Début 1938, un personnage de bande dessinée apparaît de l’autre côté de l’Atlantique, dont l’inertie mémétique forte n’est plus à prouver quatre-vingt ans après sa création. Superman a en effet durablement fait évoluer la BD étasunienne, au point de créer un genre à part entière, devenu par ailleurs prédominant.
Véritable phénomème (sic) de la littérature dessinée (i.e. un élément de code culturel reconnaissable et reproductible taille XXXL) à l’origine d’une théorie de personnages.
Un miroir aux silhouettes où non seulement les personnages se réfléchissent les uns les autres, mais également où les plus populaires se déclinent en autant d’univers que l’imagination peut en créer.
Batman : White Knight de Sean Murphy en est une très belle illustration.
On y voit un Joker, transformé en politicien, sous l’identité de Jack Napier mais sans la physionomie de Jack Nicholson, qui tente de transformer Gotham, et y transforme Batman.
Personnage créé, soit dit en passant, dès l'origine pour être un « négatif » du Kryptonien, en vertu du miroir aux silhouettes déjà mentionné, où les personnages sont donc des déformations, ou des inversions, de ceux qui existent déjà.
Huit numéros donc, dont un final « extra-size », où le talent de Sean Murphy à la planche à dessin complète un beau savoir-faire au traitement de texte.
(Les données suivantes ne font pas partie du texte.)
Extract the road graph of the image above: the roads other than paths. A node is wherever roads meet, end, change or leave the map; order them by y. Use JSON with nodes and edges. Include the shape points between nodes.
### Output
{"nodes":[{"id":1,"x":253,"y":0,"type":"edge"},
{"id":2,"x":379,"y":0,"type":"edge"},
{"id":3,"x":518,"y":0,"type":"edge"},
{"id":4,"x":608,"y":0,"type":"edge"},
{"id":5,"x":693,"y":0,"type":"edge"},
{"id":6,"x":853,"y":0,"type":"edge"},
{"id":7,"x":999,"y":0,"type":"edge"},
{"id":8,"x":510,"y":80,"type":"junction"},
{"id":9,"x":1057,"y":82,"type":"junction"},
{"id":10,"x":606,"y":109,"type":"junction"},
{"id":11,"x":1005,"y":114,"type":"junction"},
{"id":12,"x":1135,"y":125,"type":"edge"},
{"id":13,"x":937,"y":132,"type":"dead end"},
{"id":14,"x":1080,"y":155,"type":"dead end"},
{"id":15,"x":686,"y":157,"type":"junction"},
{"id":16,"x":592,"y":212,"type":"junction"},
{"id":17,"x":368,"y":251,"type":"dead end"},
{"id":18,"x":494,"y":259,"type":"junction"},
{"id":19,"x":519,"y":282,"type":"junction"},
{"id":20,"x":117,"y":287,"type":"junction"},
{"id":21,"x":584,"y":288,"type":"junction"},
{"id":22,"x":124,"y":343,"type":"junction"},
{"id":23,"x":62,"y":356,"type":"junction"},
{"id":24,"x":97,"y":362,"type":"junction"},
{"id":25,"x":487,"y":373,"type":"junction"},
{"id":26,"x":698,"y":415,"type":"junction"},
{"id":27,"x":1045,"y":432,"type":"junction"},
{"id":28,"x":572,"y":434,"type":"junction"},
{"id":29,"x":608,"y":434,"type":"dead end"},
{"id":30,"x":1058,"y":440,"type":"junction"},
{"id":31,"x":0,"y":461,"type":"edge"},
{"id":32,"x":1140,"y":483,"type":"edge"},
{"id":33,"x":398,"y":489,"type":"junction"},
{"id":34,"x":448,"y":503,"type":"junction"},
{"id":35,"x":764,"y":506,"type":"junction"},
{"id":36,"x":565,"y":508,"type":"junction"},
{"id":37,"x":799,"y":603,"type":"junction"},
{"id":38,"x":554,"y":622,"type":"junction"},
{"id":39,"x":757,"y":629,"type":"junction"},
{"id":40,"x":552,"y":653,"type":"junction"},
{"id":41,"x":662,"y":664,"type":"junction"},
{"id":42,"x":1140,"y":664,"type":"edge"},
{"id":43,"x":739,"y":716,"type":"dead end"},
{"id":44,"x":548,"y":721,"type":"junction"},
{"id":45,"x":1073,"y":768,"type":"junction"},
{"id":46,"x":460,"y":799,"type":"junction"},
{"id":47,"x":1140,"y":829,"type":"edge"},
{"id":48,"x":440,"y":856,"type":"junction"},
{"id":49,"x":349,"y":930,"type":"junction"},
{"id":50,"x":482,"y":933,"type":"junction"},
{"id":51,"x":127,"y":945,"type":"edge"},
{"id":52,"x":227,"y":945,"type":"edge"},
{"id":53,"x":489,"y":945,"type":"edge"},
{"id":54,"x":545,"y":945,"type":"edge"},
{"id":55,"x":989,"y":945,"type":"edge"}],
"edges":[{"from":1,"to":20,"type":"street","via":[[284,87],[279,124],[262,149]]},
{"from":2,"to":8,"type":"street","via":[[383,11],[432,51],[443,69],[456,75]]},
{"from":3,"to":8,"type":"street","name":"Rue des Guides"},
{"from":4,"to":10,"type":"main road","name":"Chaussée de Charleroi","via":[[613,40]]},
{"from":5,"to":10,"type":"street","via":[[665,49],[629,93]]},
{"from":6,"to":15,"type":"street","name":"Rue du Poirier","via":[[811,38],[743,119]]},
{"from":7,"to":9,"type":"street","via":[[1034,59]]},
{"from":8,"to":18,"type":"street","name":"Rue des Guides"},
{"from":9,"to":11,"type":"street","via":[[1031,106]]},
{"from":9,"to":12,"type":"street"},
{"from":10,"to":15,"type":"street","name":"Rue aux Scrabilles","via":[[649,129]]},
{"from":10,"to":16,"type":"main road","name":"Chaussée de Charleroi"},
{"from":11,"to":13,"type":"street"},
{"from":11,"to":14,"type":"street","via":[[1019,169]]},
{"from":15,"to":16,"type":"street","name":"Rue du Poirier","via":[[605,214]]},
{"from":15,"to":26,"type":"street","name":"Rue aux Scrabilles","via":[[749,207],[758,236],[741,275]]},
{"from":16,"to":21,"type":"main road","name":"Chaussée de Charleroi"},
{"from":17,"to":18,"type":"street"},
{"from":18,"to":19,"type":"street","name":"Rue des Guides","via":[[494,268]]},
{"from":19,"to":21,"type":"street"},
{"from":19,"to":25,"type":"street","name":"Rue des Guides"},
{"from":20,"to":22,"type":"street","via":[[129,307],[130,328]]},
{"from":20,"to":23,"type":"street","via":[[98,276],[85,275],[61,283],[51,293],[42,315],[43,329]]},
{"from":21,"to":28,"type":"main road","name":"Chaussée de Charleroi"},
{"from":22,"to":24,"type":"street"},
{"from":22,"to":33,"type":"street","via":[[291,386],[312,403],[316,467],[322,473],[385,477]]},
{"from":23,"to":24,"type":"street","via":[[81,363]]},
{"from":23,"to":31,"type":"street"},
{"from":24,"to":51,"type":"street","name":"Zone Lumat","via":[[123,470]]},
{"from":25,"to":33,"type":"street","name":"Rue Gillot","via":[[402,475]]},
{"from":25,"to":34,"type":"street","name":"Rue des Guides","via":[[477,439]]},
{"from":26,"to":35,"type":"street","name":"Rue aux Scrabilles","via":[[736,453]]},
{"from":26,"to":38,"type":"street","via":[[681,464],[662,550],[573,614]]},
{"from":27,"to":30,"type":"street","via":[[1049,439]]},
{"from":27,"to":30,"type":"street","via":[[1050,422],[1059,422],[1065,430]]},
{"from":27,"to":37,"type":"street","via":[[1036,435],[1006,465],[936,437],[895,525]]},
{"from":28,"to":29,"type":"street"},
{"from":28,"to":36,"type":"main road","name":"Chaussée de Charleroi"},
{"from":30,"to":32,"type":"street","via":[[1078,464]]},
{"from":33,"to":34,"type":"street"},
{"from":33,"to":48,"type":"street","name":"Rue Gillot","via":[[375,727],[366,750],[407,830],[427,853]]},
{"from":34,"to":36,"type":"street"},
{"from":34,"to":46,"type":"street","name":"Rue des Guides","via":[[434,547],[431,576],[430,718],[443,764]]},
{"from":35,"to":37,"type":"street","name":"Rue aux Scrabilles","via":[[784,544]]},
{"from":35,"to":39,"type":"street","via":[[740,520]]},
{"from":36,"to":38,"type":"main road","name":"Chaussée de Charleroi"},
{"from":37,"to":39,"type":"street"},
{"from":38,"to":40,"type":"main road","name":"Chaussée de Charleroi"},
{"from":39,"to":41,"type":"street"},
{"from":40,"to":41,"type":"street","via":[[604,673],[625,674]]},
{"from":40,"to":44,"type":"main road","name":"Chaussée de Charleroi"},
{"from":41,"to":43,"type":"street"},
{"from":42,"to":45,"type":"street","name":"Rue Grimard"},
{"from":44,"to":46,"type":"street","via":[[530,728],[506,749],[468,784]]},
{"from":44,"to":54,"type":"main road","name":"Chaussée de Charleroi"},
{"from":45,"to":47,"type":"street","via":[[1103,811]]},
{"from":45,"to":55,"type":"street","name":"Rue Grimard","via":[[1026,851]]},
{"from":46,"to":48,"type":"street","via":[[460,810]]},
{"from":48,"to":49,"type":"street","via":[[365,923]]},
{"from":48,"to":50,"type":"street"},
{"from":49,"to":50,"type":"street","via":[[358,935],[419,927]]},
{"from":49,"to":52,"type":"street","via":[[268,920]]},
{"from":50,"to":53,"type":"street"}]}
En conclusion, Batman : White Knight pose les bases d’un univers qui ne demande qu’à s’épanouir.
« Batman : Curse of the White Knight » prolongera donc cette aventure éditoriale.
Si l’allusion à la première aventure de Zorro, intitulée The Curse of Capistrano, de Johnston McCulley vous aura échappé, peut-être que quelques scènes rappelant les planches qu’Alex Toth a dessinées pour le justicier masqué californien y réussiront.
Ce type d’univers alternatif est en effet toujours l’occasion d’intertextualités et de réappropriation.
Ici par exemple, Batman s’opposera à Azrael, un personnage bien connu des amateurs du Caped Crusader, inventé par Dennis O’Neil & Joe Quesada au début des nineties.
Héritière reconnaissante d’une littérature du rebondissement et de la volte-face, la mini-série en huit numéros est une totale réussite. Elle conjugue en effet avec beaucoup d’adresse de nouvelles combinaisons de situations anciennes.
En plus d’un scénario particulièrement intrépide, Sean Murphy et Matt Hollingsworth, son coloriste, donnent à lire des planches époustouflantes. Chaque personnage et chaque plan est un élément narratif indissociable du tissu scénaristique que tissent les dialogues et les récitatifs. Le langage corporel des personnages, les plans et leur colorisation expriment autant l’action que la psychologie des uns et des autres.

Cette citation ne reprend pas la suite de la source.